Реакционеры те, кто хочет восстановить прошлое. Но нужно быть… Марковым Вторым или здешним «воеводой» Дитерихсом. К формам безвозвратно ушедших времен человечество не вернется. Не вернешь старую монархию, как не заставишь никого вновь поверить в мистику голубой крови и белой кости. Идти можно и нужно не назад, а вперед. Но откуда видно, что это «вперед» заключается все в той же парламентской демократии и магической четыреххвостке, которые на наших глазах вызывающе бессильны спасти Европу от худосочия, становящегося хроническим? Откуда видно, что Россия, вместо того, чтобы в муках искать своего собственного выхода, предчувствованного ее глубочайшими умами и болезненно нащупываемого ее великой революцией, — откуда видно, что вместо этого она должна пасть ниц перед линяющими западными канонами, зачеркнуть свою культуру и свою революцию, дабы скорее обзавестись «мирной демократической конституцией»?

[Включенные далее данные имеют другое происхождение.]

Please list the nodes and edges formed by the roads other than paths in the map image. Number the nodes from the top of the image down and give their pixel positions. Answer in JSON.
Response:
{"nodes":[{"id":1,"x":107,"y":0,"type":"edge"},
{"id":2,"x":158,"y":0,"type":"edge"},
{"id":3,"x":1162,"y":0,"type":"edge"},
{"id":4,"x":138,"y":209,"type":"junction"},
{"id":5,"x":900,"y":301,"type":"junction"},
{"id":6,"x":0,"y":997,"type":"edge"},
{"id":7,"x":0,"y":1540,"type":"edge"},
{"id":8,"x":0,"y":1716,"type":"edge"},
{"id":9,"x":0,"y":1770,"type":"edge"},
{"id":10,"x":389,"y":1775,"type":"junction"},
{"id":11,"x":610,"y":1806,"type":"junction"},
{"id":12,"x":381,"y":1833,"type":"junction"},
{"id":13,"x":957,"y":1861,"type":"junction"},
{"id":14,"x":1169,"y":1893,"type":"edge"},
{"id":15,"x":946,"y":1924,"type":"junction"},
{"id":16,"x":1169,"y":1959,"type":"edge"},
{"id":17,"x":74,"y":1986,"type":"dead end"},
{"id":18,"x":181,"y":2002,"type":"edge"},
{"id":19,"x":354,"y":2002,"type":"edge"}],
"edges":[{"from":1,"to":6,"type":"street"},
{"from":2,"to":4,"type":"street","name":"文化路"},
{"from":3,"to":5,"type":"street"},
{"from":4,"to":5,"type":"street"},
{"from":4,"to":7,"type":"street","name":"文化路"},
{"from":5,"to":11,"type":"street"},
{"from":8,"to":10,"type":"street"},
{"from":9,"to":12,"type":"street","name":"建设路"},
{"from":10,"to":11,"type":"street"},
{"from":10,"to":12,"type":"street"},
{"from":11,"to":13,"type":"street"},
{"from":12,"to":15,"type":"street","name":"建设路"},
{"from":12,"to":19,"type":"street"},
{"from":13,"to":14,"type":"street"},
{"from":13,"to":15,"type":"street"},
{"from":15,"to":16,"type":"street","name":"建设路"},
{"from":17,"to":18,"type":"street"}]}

Я сейчас еще ничего не решаю, — я лишь констатирую исключительную мелкотравчатость критики, направляемой по нашему адресу со стороны замаринованных европейской атмосферой старорежимных русских демократов. И чтобы лишний раз скомпрометировать себя в их глазах преступным цитированием Конст. Леонтьева, заключу свою реплику следующей выдержкой из его «Востока, России и Славянства»:

«Надо желать, чтоб якобинский либеральный республиканизм оказался совершенно несостоятельным: и не перед реакцией монархизма, а перед коммунарной анархией (курсив Леонтьева); ибо монархическая реакция все-таки прочна не будет, а только собьет еще раз с толку наше и без того плохое общественное мнение… торжество же коммуны, более серьезное, чем минутное господство 71 года, докажет несомненно в одно и то же время и бессилие «правового порядка», искренно проводимого в жизнь (чем искреннее, тем хуже!), и невозможность вновь организовываться народу на одних началах экономического равенства. Так что те государственные организмы, которым еще предстоит жить, поневоле будут вынуждены избирать новые пути, вовсе непохожие на те пути, по которым шла Европа с 89 года. Большинство не умеет ни отвлеченно предвидеть, ни художественно предчувствовать: большинству нужны наглядные примеры».